From my understanding, IV plus hash of the plaintext is _sort of_ what's going
on in SIV (note that SIV is subtly different from GCM-SIV which is subtly
different from AES-GCM-SIV), plus an added step to also mutate that hash using
a single block of AES.

The last bit is important not just to protect against weaknesses in the hash
function, but also to prevent leaking information about the plaintext. Because
the IV is required for decryption, it must be transmitted in the clear, so
this could be trivially vulnerable to attack -- using the same True/False
example I gave above, you could simply hash both values and see which one
compares, and now you've exposed the plaintext.
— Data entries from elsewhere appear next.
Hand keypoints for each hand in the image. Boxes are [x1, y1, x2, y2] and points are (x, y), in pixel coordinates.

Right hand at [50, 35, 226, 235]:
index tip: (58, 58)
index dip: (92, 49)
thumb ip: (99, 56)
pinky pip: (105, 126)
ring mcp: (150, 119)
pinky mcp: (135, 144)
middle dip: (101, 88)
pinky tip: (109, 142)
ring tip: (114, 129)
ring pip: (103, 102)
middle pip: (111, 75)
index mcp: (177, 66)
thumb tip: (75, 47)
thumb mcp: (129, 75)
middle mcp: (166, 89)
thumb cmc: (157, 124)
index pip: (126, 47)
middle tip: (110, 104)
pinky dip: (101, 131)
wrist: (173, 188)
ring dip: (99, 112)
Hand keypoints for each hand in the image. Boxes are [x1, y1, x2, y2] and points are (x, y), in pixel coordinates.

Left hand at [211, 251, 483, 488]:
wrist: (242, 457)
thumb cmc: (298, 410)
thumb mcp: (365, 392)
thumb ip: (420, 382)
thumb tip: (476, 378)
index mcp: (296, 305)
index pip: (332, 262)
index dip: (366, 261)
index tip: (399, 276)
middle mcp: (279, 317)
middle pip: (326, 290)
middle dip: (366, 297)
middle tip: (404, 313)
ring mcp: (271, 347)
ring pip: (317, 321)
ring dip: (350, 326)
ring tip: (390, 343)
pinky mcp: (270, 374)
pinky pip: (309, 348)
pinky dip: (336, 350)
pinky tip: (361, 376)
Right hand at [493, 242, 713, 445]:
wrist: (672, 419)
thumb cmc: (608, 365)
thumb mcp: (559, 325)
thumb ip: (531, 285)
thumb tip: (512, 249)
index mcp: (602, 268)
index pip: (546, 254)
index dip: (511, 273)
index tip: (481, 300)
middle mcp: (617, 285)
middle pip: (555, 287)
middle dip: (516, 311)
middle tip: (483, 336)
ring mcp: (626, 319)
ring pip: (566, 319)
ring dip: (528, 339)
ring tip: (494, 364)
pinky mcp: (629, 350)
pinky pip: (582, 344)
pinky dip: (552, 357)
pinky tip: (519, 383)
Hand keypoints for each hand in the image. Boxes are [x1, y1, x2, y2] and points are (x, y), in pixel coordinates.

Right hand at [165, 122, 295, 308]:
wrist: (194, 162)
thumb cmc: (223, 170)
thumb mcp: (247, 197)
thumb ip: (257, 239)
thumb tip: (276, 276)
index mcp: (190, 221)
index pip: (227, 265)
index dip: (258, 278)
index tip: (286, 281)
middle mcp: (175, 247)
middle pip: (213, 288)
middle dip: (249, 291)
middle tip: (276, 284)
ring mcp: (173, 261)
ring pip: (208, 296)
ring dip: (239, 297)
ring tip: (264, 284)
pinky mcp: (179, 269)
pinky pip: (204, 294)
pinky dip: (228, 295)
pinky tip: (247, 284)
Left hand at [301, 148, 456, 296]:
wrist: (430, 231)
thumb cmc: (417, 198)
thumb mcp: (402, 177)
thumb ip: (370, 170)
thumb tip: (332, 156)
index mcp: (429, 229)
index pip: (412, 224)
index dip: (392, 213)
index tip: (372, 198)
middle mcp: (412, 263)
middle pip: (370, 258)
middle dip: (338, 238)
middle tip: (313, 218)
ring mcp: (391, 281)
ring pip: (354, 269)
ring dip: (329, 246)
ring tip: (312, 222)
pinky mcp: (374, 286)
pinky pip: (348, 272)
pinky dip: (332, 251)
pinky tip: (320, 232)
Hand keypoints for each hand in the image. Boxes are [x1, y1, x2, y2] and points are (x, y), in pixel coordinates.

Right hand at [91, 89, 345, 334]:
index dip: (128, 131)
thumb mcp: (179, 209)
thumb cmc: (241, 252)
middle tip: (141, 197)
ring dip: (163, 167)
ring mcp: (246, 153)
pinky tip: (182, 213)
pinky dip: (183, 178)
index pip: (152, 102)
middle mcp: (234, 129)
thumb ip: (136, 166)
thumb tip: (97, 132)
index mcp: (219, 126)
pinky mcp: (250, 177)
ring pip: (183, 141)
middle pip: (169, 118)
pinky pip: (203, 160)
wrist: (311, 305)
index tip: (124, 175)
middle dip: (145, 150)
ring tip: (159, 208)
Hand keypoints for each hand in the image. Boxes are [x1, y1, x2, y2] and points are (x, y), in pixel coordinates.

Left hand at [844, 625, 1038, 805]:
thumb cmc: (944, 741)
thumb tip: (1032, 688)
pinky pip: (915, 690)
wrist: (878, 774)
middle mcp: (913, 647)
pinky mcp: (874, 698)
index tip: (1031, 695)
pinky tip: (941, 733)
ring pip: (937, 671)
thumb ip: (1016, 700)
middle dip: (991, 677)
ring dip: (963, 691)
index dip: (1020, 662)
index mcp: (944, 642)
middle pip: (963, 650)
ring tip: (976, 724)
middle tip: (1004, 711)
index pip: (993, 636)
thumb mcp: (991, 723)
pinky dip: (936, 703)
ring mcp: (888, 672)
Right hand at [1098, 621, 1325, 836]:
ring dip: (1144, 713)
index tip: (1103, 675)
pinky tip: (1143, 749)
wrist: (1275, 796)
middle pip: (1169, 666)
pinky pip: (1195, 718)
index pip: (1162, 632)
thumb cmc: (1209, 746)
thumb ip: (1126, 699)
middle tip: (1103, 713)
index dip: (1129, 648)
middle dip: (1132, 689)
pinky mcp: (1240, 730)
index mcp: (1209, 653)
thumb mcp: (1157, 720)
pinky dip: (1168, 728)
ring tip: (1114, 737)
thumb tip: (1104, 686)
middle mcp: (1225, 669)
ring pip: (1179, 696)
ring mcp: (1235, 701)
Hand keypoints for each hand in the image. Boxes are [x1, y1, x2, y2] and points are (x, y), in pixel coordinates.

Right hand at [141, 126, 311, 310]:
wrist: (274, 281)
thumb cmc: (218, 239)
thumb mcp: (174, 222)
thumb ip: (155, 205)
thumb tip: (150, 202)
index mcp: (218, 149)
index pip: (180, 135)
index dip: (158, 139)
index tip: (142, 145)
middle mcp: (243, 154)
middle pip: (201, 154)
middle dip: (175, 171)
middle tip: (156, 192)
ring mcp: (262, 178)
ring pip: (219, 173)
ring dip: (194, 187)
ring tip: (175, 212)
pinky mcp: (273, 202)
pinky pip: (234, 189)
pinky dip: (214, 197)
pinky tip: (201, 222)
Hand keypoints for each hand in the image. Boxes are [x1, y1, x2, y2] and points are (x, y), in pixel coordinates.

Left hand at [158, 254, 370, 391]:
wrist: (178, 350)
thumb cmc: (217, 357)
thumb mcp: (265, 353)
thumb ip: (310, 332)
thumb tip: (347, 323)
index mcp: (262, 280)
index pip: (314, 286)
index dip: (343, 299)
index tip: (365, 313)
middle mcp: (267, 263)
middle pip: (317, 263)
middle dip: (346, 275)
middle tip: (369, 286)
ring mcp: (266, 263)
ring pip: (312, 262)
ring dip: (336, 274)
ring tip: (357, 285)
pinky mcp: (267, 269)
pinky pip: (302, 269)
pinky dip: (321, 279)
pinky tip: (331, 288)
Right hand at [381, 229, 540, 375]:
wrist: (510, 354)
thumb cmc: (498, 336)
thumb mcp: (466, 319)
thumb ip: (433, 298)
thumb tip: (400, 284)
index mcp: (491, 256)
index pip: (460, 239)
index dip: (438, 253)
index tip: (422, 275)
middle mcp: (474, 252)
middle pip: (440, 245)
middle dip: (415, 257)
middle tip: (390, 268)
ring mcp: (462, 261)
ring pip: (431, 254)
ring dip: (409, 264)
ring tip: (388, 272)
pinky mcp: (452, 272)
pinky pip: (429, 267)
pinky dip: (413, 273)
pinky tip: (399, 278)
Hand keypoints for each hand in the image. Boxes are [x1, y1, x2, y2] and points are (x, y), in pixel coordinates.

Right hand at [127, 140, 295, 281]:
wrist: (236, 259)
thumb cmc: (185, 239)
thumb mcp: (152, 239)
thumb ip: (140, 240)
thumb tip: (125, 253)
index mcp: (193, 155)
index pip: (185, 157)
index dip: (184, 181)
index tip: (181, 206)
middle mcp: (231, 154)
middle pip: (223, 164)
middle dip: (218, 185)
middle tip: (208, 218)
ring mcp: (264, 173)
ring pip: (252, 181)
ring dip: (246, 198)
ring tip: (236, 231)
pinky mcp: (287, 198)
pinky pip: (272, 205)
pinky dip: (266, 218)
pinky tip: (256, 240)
Obviously real-world scenarios
are typically more complex than this, but the attack vector is nonetheless
available.

It takes me a while (read: I don't have time right now) to properly absorb
specs like this (my formal background is in, of all things, mechanical
engineering), so I can't speak completely confidently about whether or not
there's a nonce mixed into AES-GCM-SIV specifically. That disclaimer aside, I
believe there is; the key lengths _are_ longer, and the AES-GCM-SIV construct
does still involve a nonce. If I had to speculate, I would say that the nonce
and key are distributed together, as if they were a single unit, and this is
responsible for the longer key. But that's really as far as I'm willing to
speculate, and should be taken with a huge grain of salt!